Which is precisely where I am now. After surviving a difficult 18-month stint as my husband’s caregiver that wound up leaving me widowed, I am well on my way toward rebuilding my life. I am thrilled to be seriously involved with a great guy who is healthy in every way possible — and yes, we are sexually active. We plan on getting married and spending the rest of our lives together, so it’s important to both of us that my kids who still live at home — a 21-year-old college student and an 18-year-old high school senior — get to know him. We spend most weekends hanging out at my house as a family. We cook together, watch movies together, and his presence in our home feels comfortable and natural.
Until it comes time to go upstairs to bed. That’s when things get a little weird for me.
While we initially restricted our intimacy to weekend trips away or a convenient no-tell motel where he stayed during the early months of our relationship, we have advanced to sleepovers when my kids are home. Neither one of us is a prude, nor are we under the delusion that my kids don’t know what occurs when we close the bedroom door. Yet there is something decidedly different about having sex with your teenagers in the house versus having it in an anonymous hotel room where you won’t ever again see the people sleeping on the other side of the shared wall. We are completely mindful that in the morning we will be sitting across the breakfast table from my kids, and the last thing in the world we want is to get a sly wink and a high five.
As a result, Charlie and I have mastered what we jokingly call “silent sex,” where I muffle my moans in his shoulder or a pillow. He is acutely aware of bedspring squeaks and mindful that the sounds of our passion can’t be louder than the sounds coming out of my kids’ headphones. Wild abandon has been sacrificed in the name of pretending we are not doing what everyone knows we are doing. I have new appreciation for my old bathrobe stationed at the ready, and need it or not, we run a fan to mask the noise of what’s going down between the sheets. White noise for sex, if you will.

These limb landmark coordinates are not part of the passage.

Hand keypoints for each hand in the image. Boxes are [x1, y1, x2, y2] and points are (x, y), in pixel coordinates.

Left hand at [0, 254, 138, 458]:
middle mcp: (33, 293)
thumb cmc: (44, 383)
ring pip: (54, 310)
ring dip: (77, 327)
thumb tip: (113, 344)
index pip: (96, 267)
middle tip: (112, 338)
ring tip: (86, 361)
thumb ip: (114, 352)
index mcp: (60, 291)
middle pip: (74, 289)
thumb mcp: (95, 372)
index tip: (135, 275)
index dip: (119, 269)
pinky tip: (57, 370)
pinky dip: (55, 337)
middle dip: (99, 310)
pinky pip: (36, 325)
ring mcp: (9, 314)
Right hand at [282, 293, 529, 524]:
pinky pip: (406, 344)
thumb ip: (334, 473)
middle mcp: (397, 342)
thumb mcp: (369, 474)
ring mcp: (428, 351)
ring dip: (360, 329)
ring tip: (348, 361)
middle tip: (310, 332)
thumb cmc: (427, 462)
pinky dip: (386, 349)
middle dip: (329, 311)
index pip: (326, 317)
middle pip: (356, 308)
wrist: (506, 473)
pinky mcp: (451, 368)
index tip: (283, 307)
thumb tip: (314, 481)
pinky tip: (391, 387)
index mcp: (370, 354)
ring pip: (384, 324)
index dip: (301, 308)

Why, I frequently ask myself, does having sex with the man I love in my own house feel so at odds with sound parenting? Intellectually, I know that showing my teens what a healthy and happy relationship looks like is a positive thing. Where else will they learn what love looks like if not from me? Charlie and I don’t hide our affection from them. I like that they see him hold my hand in a restaurant or pull me close for a kiss as he gets in the car to go home.

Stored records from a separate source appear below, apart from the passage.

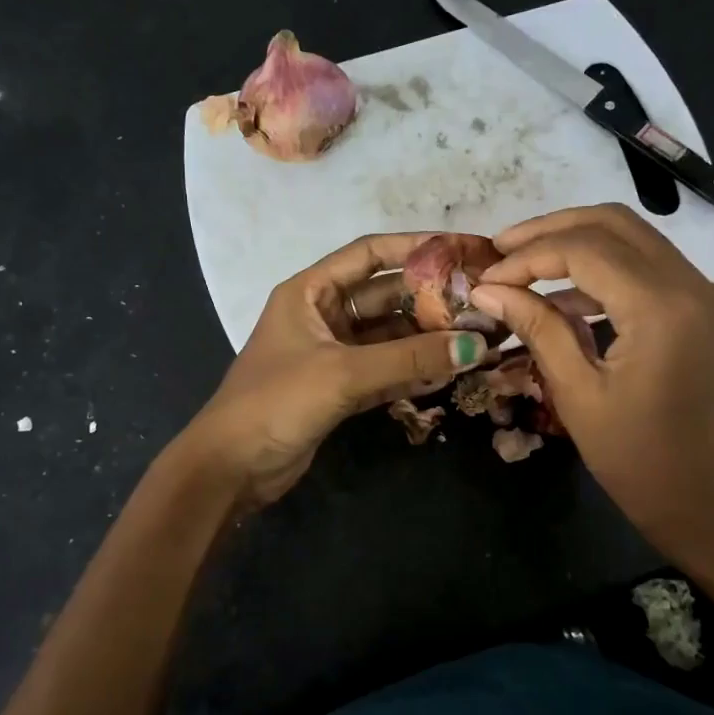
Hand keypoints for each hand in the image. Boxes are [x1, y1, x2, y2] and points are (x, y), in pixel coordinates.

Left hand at [181, 234, 489, 507]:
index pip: (369, 254)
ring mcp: (332, 352)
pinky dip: (413, 370)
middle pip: (386, 295)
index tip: (462, 249)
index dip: (415, 247)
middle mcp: (322, 314)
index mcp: (311, 291)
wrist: (232, 467)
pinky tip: (450, 371)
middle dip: (431, 299)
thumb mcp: (343, 373)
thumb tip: (474, 346)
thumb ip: (409, 359)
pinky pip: (385, 369)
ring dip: (427, 338)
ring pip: (389, 335)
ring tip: (477, 338)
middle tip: (482, 302)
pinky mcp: (339, 387)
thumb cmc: (277, 402)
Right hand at [470, 204, 713, 561]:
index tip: (485, 278)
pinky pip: (650, 272)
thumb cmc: (644, 465)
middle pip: (614, 223)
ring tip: (524, 269)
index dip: (527, 256)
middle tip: (502, 249)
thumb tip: (488, 291)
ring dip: (578, 246)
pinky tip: (564, 301)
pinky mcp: (708, 314)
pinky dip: (605, 274)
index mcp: (662, 309)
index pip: (584, 249)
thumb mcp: (579, 396)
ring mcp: (708, 297)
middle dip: (552, 229)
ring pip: (635, 240)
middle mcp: (694, 286)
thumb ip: (537, 329)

I do not think sex is something to be ashamed of or embarrassed about. It’s a natural expression of affection, and when shared with the right person — can we just say? — feels damn fine. I also am not hung up on the idea of marriage for either me or my kids, so that’s not it.
So if those are not the reasons (all low-hanging fruit in my book), why on earth is this still an issue for me? I think it’s that I worry it will make my kids uncomfortable to know their mother is having sex, and I worry that discomfort could color their relationship with Charlie forever. It may just be that every kid wants to think theirs was an immaculate conception when it comes to their mother. Or more likely, they just don’t think we should be wrestling at our ages. Yeah, that’s it.